I agree that the proposed reliance on defer is unfortunate - code is easiest to understand when it appears in execution order. It might be the case that it is indeed the best option, but it’s well worth looking hard for a better one.

I like the general notion of explicit conditionality around the yield statement itself. There’s definitely a bimodality to this - either the yield succeeded and values are valid, or it didn’t and you need to clean up. Sounds like an if…else… in some form or another.

However, if yield returns a status relating to exceptions, that seems to preclude it from ever supporting input from the caller (a la the send method in Python, for example). I’m not sure if that’s a big deal - I can’t really say I’ve used that functionality much in Python or any other language, for example - but it warrants careful consideration if that approach is to be pursued. It seems like supporting send-like functionality is important to having generic coroutines.

Moreso, though, it means you either allow users of yield to do dubious things like _ = yield // YOLO, or conversely it brings in lots of special-casing and hand-slapping from the compiler.

I think @brentdax’s proposed use of guard is the most promising approach suggested thus far. It doesn’t preclude having yield return something else (the send functionality), e.g.:

guard let x = yield foo else { return }

…or, if you want to distinguish between nil and actual yield failure:

guard let x? = yield foo else { return }

…but it doesn’t require it since a bare guard yield foo is distinctly checking the success of the yield itself, not the yield’s return value.

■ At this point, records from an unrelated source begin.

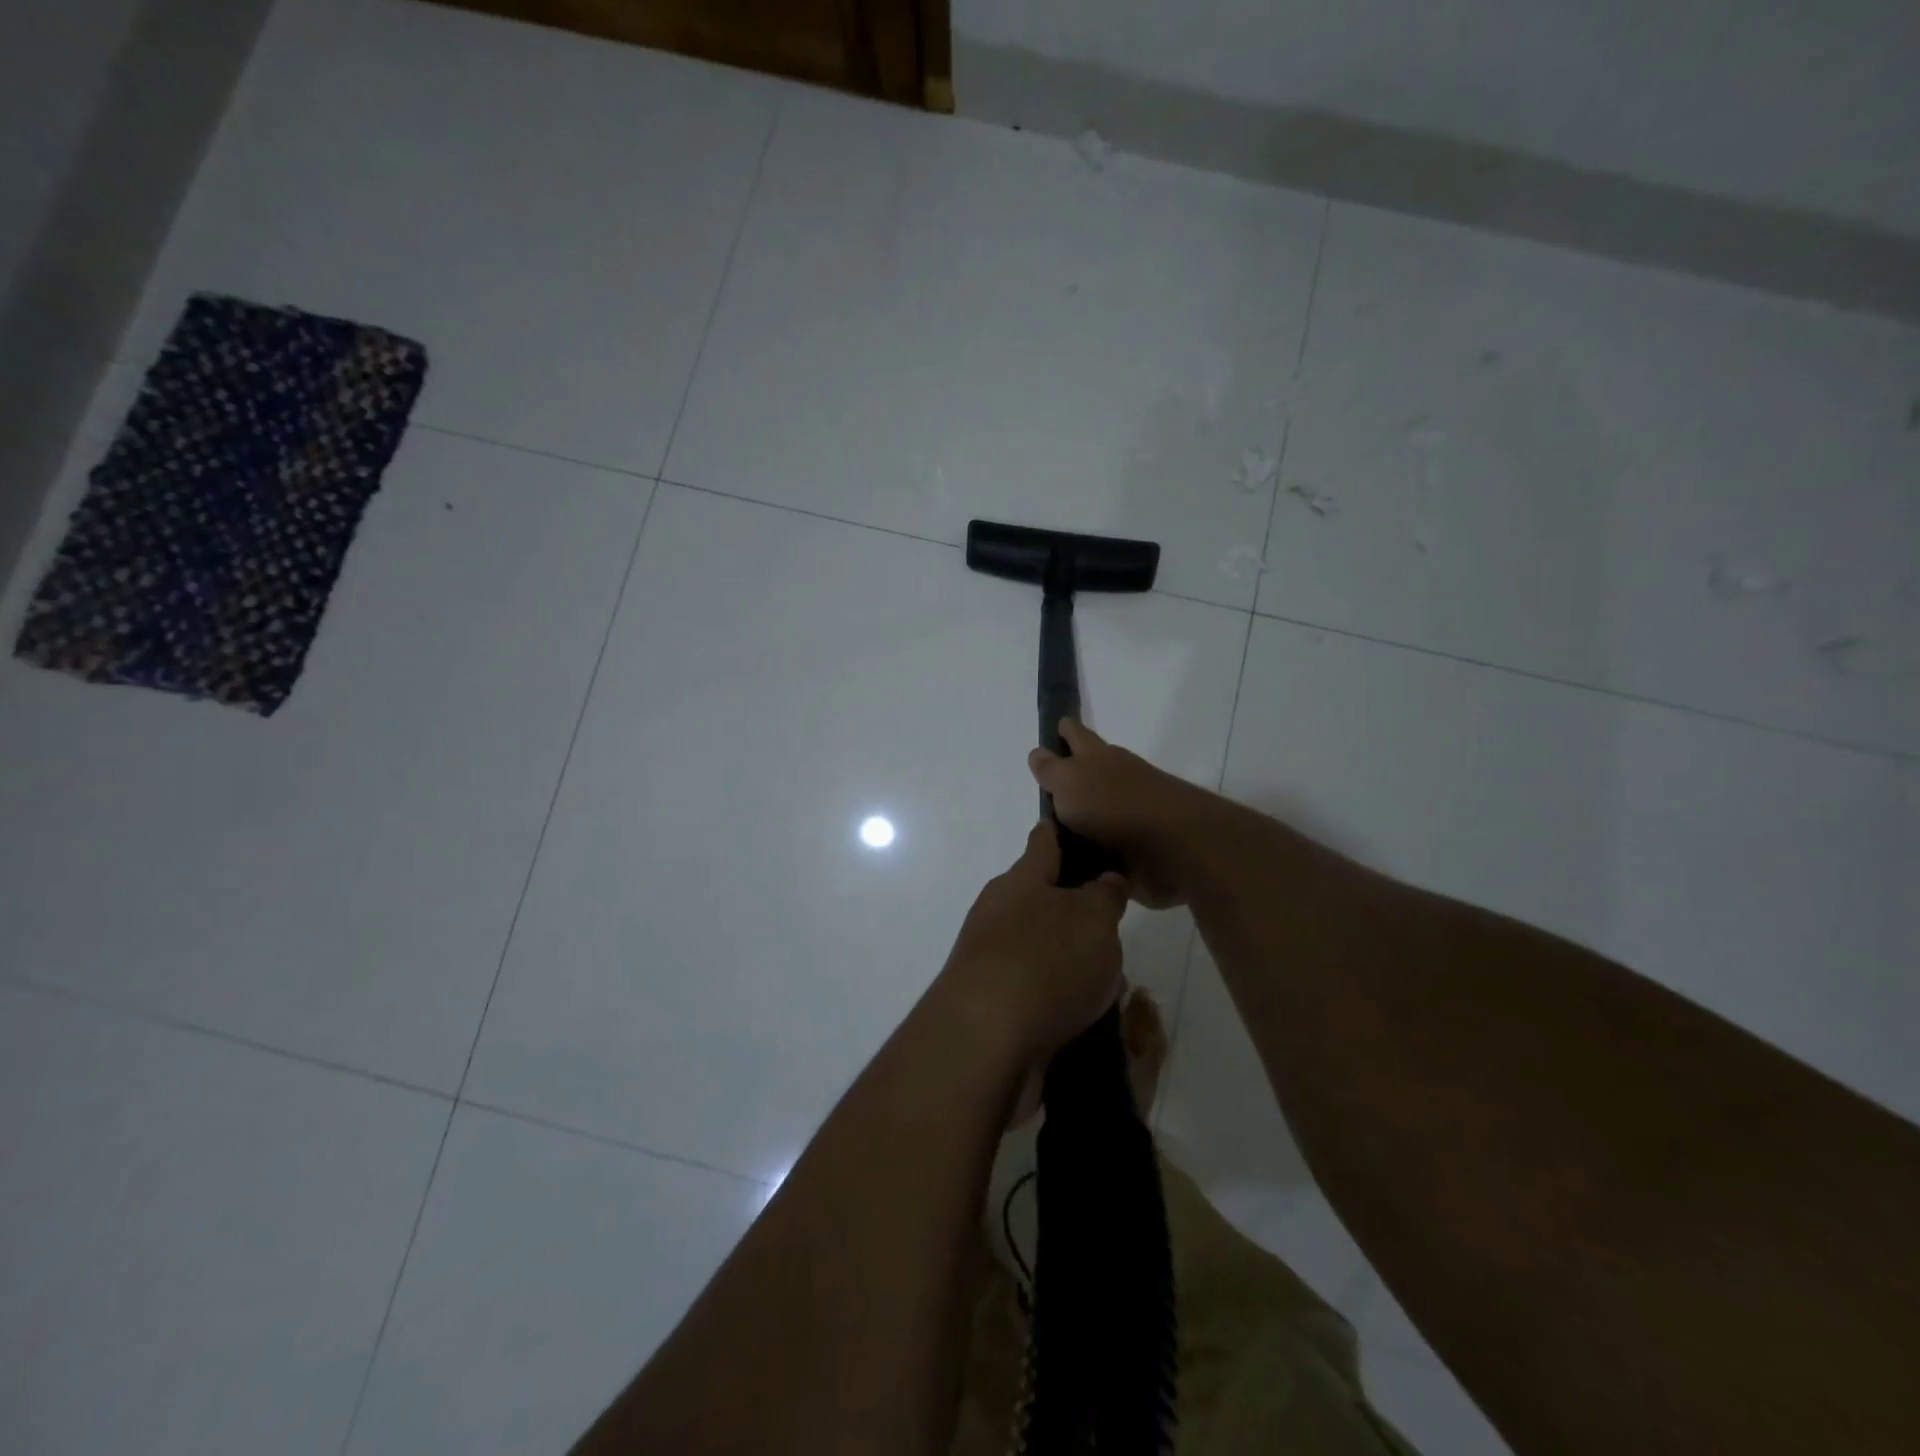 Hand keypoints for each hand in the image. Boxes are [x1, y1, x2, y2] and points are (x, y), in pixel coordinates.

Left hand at [939, 821, 1128, 1064]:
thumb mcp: (1093, 918)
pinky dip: (1061, 997)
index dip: (1063, 832)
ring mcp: (990, 958)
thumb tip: (1104, 880)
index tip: (1082, 829)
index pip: (1043, 841)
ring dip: (1071, 959)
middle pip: (1040, 897)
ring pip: (1041, 947)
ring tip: (1113, 979)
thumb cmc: (1044, 962)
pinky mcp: (991, 1002)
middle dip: (1075, 908)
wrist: (984, 1042)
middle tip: (1115, 923)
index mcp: (1021, 880)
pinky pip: (1036, 989)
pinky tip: (1089, 1015)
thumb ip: (1104, 895)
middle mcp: (999, 912)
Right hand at [1028, 719, 1209, 906]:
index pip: (1076, 735)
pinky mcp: (1136, 849)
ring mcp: (1129, 815)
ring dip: (1081, 820)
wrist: (1172, 846)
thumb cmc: (1113, 804)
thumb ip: (1051, 769)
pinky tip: (1074, 865)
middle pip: (1088, 773)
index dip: (1065, 730)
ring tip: (1052, 836)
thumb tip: (1038, 752)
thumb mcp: (1069, 781)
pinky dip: (1093, 853)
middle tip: (1045, 791)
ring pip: (1097, 812)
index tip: (1057, 725)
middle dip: (1071, 776)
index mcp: (1098, 757)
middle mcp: (1115, 780)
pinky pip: (1106, 847) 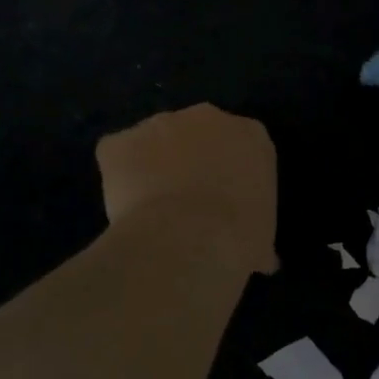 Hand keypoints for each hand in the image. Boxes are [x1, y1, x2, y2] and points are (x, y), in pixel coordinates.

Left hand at [96, 105, 277, 272]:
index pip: (242, 144)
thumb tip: (263, 261)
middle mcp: (208, 117)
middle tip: (188, 201)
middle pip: (196, 133)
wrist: (191, 239)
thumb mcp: (262, 237)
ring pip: (153, 141)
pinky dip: (117, 176)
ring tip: (152, 209)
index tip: (224, 198)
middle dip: (190, 160)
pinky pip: (116, 155)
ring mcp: (159, 124)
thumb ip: (258, 235)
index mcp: (252, 136)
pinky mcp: (119, 142)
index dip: (229, 171)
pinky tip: (124, 208)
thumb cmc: (241, 237)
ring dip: (151, 165) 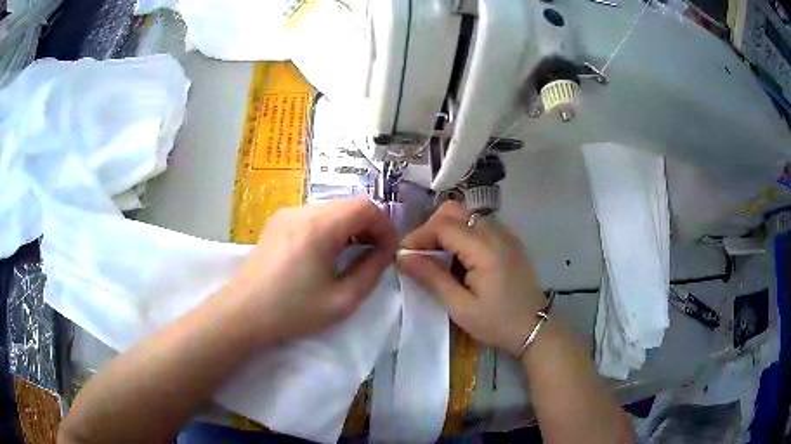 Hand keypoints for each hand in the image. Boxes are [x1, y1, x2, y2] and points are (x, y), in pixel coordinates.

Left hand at [224, 198, 397, 342]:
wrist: (242, 312)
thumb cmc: (291, 310)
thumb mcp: (341, 301)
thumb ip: (370, 272)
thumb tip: (382, 253)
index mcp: (319, 226)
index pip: (365, 206)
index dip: (385, 226)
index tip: (388, 252)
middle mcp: (302, 210)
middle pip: (348, 205)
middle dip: (369, 227)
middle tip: (374, 255)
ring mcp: (286, 214)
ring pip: (331, 209)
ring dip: (349, 227)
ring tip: (352, 255)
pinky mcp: (276, 222)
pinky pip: (313, 216)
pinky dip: (330, 229)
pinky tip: (325, 253)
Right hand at [397, 201, 545, 354]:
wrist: (534, 328)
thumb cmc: (497, 322)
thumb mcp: (460, 307)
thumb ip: (432, 278)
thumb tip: (402, 257)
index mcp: (485, 249)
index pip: (443, 226)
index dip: (418, 236)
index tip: (403, 256)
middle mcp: (496, 233)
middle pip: (454, 212)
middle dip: (430, 228)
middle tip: (420, 255)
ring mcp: (505, 234)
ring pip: (466, 216)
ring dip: (445, 231)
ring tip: (437, 259)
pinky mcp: (508, 240)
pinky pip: (478, 225)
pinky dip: (461, 235)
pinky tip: (458, 259) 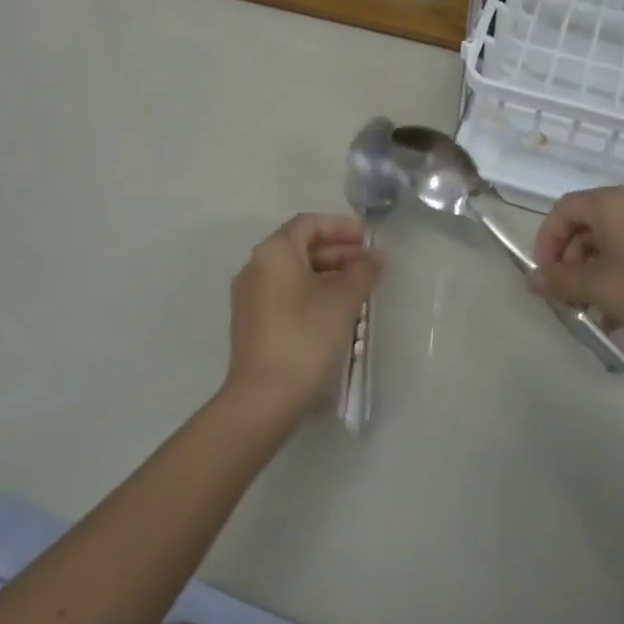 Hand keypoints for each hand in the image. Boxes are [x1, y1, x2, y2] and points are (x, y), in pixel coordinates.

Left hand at [224, 214, 380, 424]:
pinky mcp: (251, 326)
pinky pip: (285, 297)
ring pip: (294, 275)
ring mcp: (250, 298)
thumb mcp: (343, 299)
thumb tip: (374, 255)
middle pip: (300, 248)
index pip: (309, 223)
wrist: (263, 399)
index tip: (367, 239)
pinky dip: (311, 296)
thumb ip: (362, 270)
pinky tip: (335, 315)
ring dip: (327, 277)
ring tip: (358, 293)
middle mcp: (255, 268)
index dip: (341, 227)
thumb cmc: (306, 336)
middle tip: (368, 267)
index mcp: (273, 252)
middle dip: (337, 254)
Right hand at [528, 187, 623, 356]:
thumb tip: (532, 279)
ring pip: (611, 242)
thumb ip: (562, 281)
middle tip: (568, 298)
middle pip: (586, 224)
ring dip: (594, 274)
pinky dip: (620, 276)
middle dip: (570, 262)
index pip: (563, 210)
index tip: (546, 278)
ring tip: (592, 312)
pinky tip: (620, 315)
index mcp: (612, 203)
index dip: (547, 242)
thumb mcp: (603, 289) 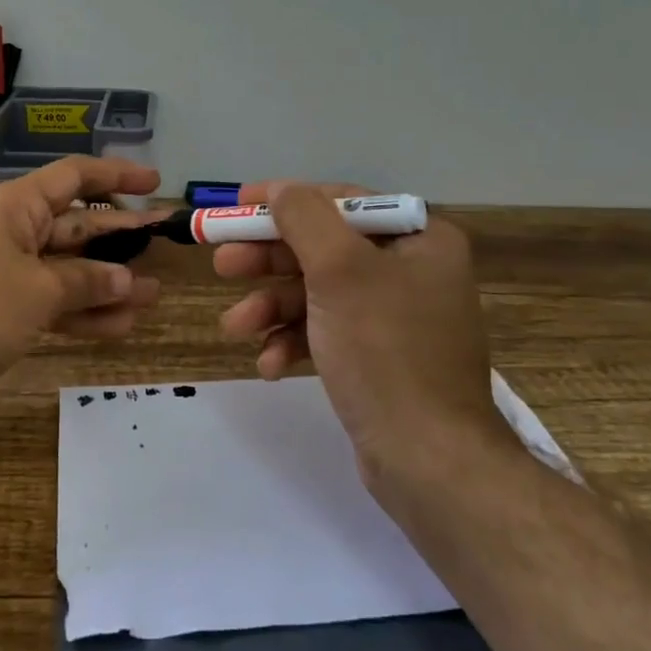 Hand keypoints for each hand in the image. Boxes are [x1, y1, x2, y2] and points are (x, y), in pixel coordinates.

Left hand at [0, 156, 163, 413]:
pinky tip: (122, 325)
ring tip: (153, 294)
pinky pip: (54, 299)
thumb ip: (88, 281)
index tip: (155, 182)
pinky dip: (83, 311)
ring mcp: (9, 269)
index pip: (75, 176)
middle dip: (120, 236)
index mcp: (18, 207)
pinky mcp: (5, 305)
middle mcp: (15, 230)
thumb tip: (128, 279)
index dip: (117, 175)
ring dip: (108, 281)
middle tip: (164, 241)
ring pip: (70, 267)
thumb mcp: (39, 291)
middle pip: (78, 225)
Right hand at [216, 181, 502, 469]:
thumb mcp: (340, 270)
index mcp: (419, 240)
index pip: (341, 202)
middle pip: (323, 248)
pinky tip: (268, 364)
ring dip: (272, 307)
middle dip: (269, 260)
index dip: (285, 200)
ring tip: (234, 327)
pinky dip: (294, 342)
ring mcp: (394, 318)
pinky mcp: (378, 358)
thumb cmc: (385, 351)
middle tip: (222, 264)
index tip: (237, 204)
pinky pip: (327, 333)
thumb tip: (279, 189)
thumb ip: (304, 219)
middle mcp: (411, 271)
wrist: (428, 461)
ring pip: (318, 294) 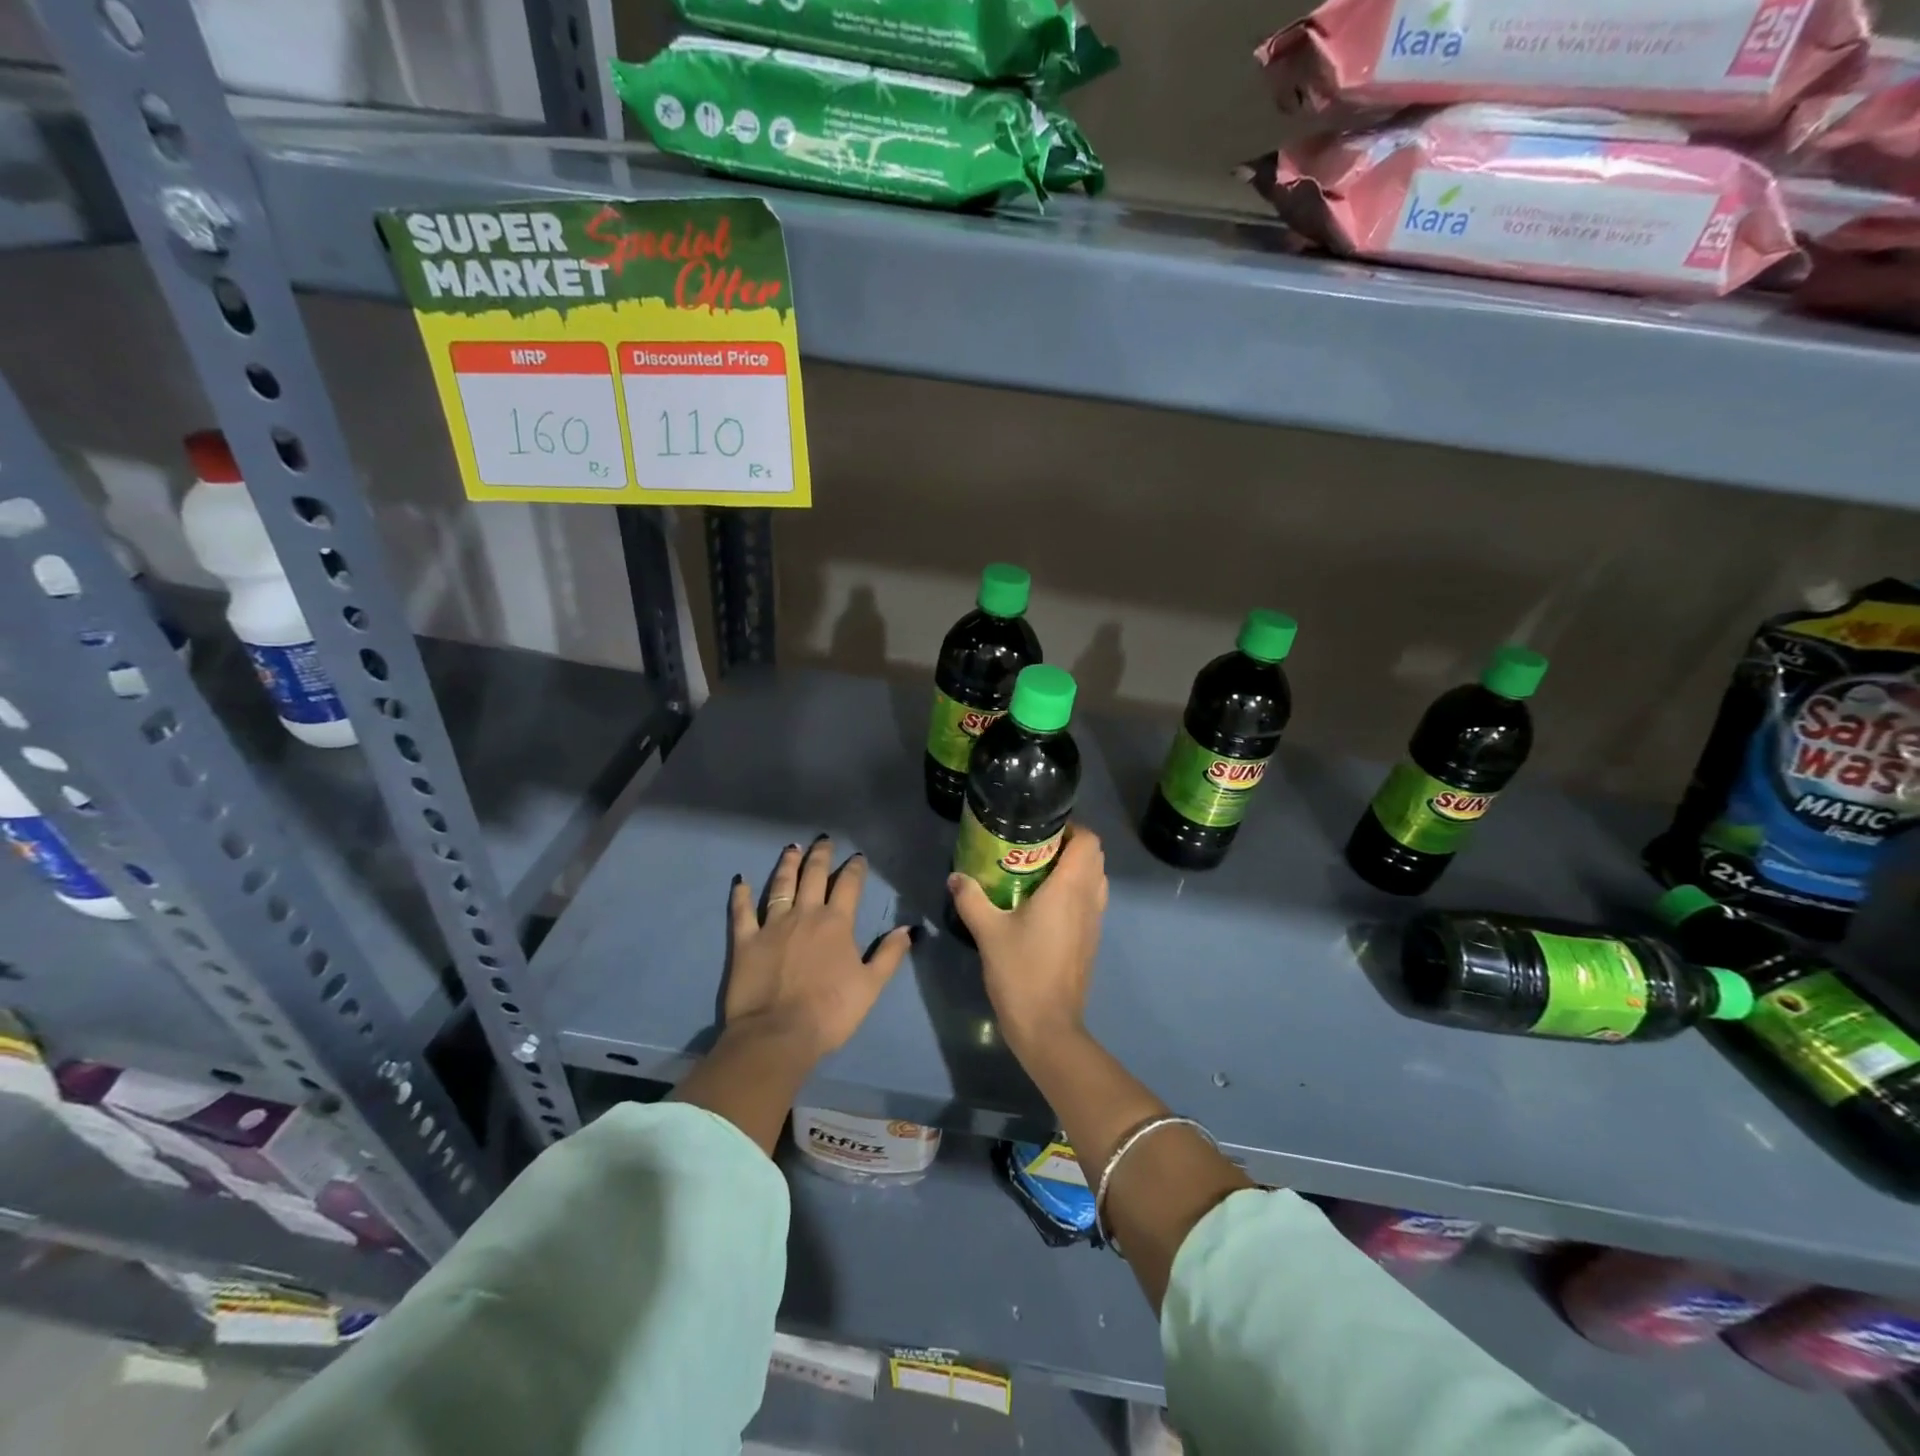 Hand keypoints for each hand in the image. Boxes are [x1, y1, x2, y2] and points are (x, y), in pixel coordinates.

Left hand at [724, 837, 913, 1061]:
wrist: (778, 1035)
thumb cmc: (830, 1012)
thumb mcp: (871, 986)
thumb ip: (889, 954)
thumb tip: (908, 928)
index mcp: (836, 923)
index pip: (848, 885)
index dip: (854, 868)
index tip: (857, 857)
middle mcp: (804, 914)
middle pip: (813, 876)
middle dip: (820, 856)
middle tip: (823, 840)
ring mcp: (772, 925)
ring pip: (780, 886)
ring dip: (787, 865)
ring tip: (792, 848)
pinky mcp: (745, 941)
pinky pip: (742, 912)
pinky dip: (741, 895)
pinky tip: (741, 881)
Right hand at [948, 825, 1106, 1055]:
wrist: (1048, 1026)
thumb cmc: (1021, 972)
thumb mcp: (988, 932)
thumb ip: (971, 899)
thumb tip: (956, 877)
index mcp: (1069, 888)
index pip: (1088, 841)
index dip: (1072, 828)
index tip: (1042, 828)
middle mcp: (1088, 899)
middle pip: (1095, 857)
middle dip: (1071, 845)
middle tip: (1035, 847)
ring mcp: (1094, 921)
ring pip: (1095, 879)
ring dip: (1076, 868)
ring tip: (1039, 872)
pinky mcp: (1091, 940)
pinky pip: (1091, 901)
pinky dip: (1076, 891)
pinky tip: (1043, 904)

It also doesn’t preclude having more content after the yield, outside of the guard clause, which is essential to supporting generators (which I value more than this ‘modify’ functionality; generators are the dog, this ‘modify’ stuff is just the tail). It’d still be clear - to anyone familiar with existing Swift - what code might be run when, as long as they understand what guard yield foo means.

I feel like putting a try anywhere in the mix doesn’t really help anything, though maybe it has merit for consistency, since really the yield is basically a functional call. i.e. it’s synonymous with:

func fooFighter(_ yield: @autoclosure (inout value) throws -> ()) {
    // Prepare stuff.
    do {
        try yield(&value)
    } catch {
        // Abandon work.
    } finally {
        // Clean up stuff.
    }
}

I do like the idea that you can choose, as implementor of the generator, whether you allow the yield to fail or not. Just like in any other code where it’s valuable to make that choice, for various reasons. Requiring all uses of yield to permit the yielded-to code to throw feels like a presumptuous over-reach; the goal is always to have code not be capable of throwing exceptions nor returning nil, wherever possible, since that makes life so much simpler.

1 Like

You can't choose. The loop that's using your generator could contain a break, and then your coroutine won't resume after the yield that preceded said break.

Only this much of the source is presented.